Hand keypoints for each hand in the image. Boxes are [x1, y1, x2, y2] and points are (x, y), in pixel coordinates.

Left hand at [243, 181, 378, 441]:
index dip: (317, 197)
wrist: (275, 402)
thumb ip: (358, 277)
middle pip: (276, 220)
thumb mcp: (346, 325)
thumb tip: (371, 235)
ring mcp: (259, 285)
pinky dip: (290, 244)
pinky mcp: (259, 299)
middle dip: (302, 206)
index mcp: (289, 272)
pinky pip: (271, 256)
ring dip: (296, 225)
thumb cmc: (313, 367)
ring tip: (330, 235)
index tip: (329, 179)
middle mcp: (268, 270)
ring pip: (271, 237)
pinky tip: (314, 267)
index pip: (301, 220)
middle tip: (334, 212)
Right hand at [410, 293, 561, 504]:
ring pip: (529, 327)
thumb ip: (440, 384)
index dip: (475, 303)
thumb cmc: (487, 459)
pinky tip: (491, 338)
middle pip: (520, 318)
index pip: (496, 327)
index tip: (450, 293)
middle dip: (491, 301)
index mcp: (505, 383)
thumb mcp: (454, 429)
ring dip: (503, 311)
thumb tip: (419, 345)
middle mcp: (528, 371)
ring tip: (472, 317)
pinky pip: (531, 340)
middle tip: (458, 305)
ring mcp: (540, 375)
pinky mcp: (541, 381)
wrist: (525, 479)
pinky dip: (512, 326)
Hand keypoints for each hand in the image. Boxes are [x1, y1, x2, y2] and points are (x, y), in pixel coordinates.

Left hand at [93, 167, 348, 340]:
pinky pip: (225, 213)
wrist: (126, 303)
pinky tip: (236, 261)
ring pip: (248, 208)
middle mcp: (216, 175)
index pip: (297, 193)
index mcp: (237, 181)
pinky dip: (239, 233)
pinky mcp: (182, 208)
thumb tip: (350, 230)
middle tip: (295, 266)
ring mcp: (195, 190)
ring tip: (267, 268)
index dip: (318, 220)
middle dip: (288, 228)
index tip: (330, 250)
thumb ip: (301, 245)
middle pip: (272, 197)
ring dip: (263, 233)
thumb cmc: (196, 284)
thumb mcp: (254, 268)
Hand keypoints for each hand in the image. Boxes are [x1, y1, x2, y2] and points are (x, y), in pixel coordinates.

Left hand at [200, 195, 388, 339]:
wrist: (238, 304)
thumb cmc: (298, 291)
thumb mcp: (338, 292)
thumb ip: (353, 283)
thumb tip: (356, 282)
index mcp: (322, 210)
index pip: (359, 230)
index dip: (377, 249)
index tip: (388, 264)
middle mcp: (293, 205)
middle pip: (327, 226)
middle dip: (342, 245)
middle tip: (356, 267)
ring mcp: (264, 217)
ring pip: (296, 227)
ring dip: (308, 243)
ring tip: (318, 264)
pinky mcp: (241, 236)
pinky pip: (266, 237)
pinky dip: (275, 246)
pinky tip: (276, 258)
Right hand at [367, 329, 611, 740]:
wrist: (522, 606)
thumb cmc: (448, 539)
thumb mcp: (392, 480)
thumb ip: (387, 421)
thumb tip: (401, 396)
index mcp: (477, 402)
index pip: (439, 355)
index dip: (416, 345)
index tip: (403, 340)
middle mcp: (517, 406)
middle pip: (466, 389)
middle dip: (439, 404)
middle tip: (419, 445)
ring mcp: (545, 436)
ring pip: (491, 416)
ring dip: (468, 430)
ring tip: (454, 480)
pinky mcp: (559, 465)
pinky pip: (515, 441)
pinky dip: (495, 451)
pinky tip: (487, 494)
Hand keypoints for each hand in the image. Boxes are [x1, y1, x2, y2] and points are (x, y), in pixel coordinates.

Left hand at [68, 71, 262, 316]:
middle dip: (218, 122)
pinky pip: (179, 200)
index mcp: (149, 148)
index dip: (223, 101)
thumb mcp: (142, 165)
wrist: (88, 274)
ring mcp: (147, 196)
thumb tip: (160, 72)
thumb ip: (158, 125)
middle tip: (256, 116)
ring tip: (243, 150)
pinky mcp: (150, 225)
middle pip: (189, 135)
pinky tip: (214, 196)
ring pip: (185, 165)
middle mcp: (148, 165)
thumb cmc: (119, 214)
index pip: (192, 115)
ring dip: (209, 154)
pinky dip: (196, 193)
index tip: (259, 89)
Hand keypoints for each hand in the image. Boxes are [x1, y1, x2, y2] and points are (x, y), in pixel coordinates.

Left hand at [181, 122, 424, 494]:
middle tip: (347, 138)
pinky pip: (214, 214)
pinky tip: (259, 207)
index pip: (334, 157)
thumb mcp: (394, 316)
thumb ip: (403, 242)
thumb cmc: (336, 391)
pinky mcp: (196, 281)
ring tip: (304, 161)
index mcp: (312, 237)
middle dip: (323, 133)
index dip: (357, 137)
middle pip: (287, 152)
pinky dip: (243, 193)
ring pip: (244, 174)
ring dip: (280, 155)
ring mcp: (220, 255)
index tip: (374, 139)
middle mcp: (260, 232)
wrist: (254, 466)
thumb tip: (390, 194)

———

## What the task requires:
An exact copy of the listing above is all the answer should hold.

## Response to the task:
Hand keypoints for each hand in the image. Boxes are [x1, y1, x2, y2] and points are (x, y), in pixel coordinates.

Left hand at [243, 181, 378, 441]:
index dip: (317, 197)
wrist: (275, 402)
thumb ip: (358, 277)
middle pip: (276, 220)
thumb mcp: (346, 325)
thumb tip: (371, 235)
ring mcp: (259, 285)
pinky dip: (290, 244)
pinky mcp: (259, 299)
middle dip: (302, 206)
index mcp: (289, 272)
pinky pip: (271, 256)
ring dip: (296, 225)
thumb cmc: (313, 367)
ring tip: (330, 235)
index tip: (329, 179)
middle mcp: (268, 270)
ring pip: (271, 237)
pinky tip: (314, 267)
index pip: (301, 220)
middle tip: (334, 212)
Right hand at [410, 293, 561, 504]:
ring pip: (529, 327)
thumb ip: (440, 384)
index dip: (475, 303)
thumb cmc: (487, 459)
pinky tip: (491, 338)
middle pip: (520, 318)
index pip: (496, 327)
index tip: (450, 293)
middle dip: (491, 301)
index mcp: (505, 383)
thumb mcp: (454, 429)
ring dip: (503, 311)
thumb tip: (419, 345)
middle mcp: (528, 371)
ring tip: (472, 317)
pinky pip: (531, 340)
middle tip: (458, 305)
ring mcp: (540, 375)
pinky mcp: (541, 381)
wrist: (525, 479)
pinky dip: (512, 326)
Hand keypoints for each hand in the image. Boxes are [x1, y1, x2, y2] and points are (x, y), in pixel coordinates.

Left hand at [93, 167, 348, 340]:
pinky pip: (225, 213)
wrist: (126, 303)
pinky tip: (236, 261)
ring pip: (248, 208)
middle mcp: (216, 175)
index pip: (297, 193)
index mcp: (237, 181)
pinky dip: (239, 233)
pinky mcp: (182, 208)
thumb tip: (350, 230)
middle tip: (295, 266)
ring mcp: (195, 190)
ring tip: (267, 268)
index dip: (318, 220)
middle dip: (288, 228)
index tip: (330, 250)
thumb ip: (301, 245)
middle pip: (272, 197)
ring dip: (263, 233)
thumb cmc: (196, 284)
thumb mcp: (254, 268)
Hand keypoints for each hand in the image. Boxes are [x1, y1, x2, y2] and points are (x, y), in pixel coordinates.

Left hand at [200, 195, 388, 339]:
wrist: (238, 304)
thumb cmc: (298, 291)
thumb mcp: (338, 292)
thumb ip: (353, 283)
thumb tip: (356, 282)
index mcp: (322, 210)
index pip: (359, 230)
index dip: (377, 249)
index tip: (388, 264)
middle mcp: (293, 205)
middle pip: (327, 226)
middle dip: (342, 245)
middle tip: (356, 267)
ring mcp: (264, 217)
ring pip: (296, 227)
ring dip: (308, 243)
ring tip: (318, 264)
pinky mcp: (241, 236)
pinky pip: (266, 237)
pinky dip: (275, 246)
pinky tip: (276, 258)
Right hand at [367, 329, 611, 740]:
wrist: (522, 606)
thumb cmc: (448, 539)
thumb mcp: (392, 480)
thumb ip: (387, 421)
thumb tip: (401, 396)
index mcp: (477, 402)
index pip: (439, 355)
index dip: (416, 345)
index tip: (403, 340)
middle mcp: (517, 406)
middle pip: (466, 389)
middle dip: (439, 404)
middle tip: (419, 445)
ring mcp: (545, 436)
ring pip: (491, 416)
ring dip: (468, 430)
ring tip: (454, 480)
pinky mcp: (559, 465)
pinky pip: (515, 441)
pinky dip: (495, 451)
pinky tip: (487, 494)
Hand keypoints for each hand in the image. Boxes are [x1, y1, x2, y2] and points are (x, y), in pixel coordinates.

Left hand at [68, 71, 262, 316]:
middle dip: (218, 122)
pinky pip: (179, 200)
index mcp: (149, 148)
index dip: (223, 101)
thumb mcp: (142, 165)
wrist: (88, 274)
ring mcp: (147, 196)
thumb tip: (160, 72)
thumb ip: (158, 125)
middle tip: (256, 116)
ring tip: (243, 150)
pinky mcp: (150, 225)
middle pip: (189, 135)
pinky tip: (214, 196)
ring pip: (185, 165)
middle mcp: (148, 165)
thumb cmc: (119, 214)
index pip: (192, 115)
ring dip: (209, 154)
pinky dip: (196, 193)
index tip: (259, 89)
Hand keypoints for each hand in the image. Boxes are [x1, y1, x2, y2] and points are (x, y), in pixel coordinates.

Left hand at [181, 122, 424, 494]:
middle tip: (347, 138)
pinky pip: (214, 214)
pinky tip: (259, 207)
index pip: (334, 157)
thumb mcp: (394, 316)
thumb ip: (403, 242)
thumb cmc: (336, 391)
pinky mcp: (196, 281)
ring tip: (304, 161)
index mcp: (312, 237)
middle dip: (323, 133)
index dip: (357, 137)
middle pip: (287, 152)
pinky dip: (243, 193)
ring pip: (244, 174)
ring dip: (280, 155)
ring mcp: (220, 255)
index tip: (374, 139)
middle mcp: (260, 232)
wrist: (254, 466)
thumb tip: (390, 194)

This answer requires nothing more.